NGANJUK,BANGSAONLINE.com - Seorang remaja berinisial SK (17) yang diketahui bekerja sebagai buruh harian lepas asal Kecamatan Diwek, Kabupaten Jombang, diamankan polisi setelah diduga melakukan pencurian sepeda motor milik seseorang yang baru dikenalnya melalui media sosial.
Terduga pelaku ditangkap jajaran Satreskrim Polres Nganjuk bersama Unit Reskrim Polsek Baron pada Sabtu (4/7/2026) dini hari.
Penangkapan dilakukan setelah pelaku diduga membawa kabur sepeda motor korban dari area parkir SPBU Baron, Kecamatan Baron, Kabupaten Nganjuk.
Peristiwa tersebut bermula pada Kamis (2/7/2026) ketika korban bertemu dengan terduga pelaku yang dikenalnya melalui media sosial. Setelah berkeliling bersama, keduanya singgah di SPBU Baron.
Saat korban pergi ke kamar mandi untuk berwudu, sepeda motor Honda Beat beserta telepon seluler yang sebelumnya dititipkan kepada terduga pelaku diduga dibawa kabur.
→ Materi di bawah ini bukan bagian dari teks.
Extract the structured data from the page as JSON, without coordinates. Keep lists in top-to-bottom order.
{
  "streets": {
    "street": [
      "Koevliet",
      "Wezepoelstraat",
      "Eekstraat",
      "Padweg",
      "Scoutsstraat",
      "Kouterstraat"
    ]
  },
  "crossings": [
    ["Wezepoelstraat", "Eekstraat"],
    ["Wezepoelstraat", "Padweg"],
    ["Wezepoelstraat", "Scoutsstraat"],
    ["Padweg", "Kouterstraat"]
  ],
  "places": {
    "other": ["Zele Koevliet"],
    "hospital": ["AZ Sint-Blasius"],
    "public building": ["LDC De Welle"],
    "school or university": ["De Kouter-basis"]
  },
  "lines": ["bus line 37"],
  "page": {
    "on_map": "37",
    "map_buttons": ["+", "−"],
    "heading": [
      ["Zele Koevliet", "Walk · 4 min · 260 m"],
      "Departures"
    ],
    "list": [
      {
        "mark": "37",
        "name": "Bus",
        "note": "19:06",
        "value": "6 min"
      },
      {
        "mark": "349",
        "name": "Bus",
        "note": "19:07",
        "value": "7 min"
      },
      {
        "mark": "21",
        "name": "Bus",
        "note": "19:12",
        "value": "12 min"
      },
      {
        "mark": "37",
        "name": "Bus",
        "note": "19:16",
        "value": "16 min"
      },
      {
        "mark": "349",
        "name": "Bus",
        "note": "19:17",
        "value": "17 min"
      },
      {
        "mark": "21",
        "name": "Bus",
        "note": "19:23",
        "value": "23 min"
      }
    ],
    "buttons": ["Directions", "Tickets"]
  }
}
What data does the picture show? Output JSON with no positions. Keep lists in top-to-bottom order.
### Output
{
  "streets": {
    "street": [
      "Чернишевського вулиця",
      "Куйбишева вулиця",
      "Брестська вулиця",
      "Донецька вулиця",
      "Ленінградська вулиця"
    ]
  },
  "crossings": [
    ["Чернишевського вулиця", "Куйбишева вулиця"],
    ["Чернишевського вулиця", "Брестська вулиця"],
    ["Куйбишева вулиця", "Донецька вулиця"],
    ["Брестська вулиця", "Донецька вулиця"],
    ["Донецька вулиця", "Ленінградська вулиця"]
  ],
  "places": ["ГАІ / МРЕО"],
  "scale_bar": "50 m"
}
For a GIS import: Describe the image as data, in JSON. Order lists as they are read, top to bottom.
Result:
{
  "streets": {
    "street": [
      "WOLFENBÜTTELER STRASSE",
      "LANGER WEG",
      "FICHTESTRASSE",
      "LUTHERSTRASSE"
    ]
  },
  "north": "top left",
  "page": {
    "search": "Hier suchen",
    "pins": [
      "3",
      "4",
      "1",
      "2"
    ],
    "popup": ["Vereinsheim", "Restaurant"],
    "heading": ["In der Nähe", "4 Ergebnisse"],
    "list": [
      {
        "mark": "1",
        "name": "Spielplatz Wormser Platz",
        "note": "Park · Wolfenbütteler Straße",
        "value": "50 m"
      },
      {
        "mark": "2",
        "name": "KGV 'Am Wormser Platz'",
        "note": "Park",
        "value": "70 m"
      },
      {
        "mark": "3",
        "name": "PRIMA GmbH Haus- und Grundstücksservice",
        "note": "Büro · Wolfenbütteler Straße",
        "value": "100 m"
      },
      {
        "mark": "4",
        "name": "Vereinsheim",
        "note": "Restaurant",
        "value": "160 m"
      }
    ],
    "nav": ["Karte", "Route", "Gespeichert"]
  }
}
Akibat kejadian itu, korban mengalami kerugian sekitar Rp21 juta.
Kapolres Nganjuk AKBP Suria Miftah Irawan mengatakan pengungkapan kasus tersebut merupakan hasil penyelidikan yang dilakukan Unit Resmob Satreskrim Polres Nganjuk bersama Unit Reskrim Polsek Baron setelah menerima laporan dari korban.
"Berkat penyelidikan yang dilakukan secara intensif, terduga pelaku berhasil diamankan beserta sejumlah barang bukti," ujar AKBP Suria Miftah Irawan, Selasa (7/7/2026).
"Kami mengimbau masyarakat agar lebih berhati-hati saat berkenalan dengan orang yang baru dikenal melalui media sosial dan tidak mudah mempercayakan barang berharganya kepada orang lain," pesannya.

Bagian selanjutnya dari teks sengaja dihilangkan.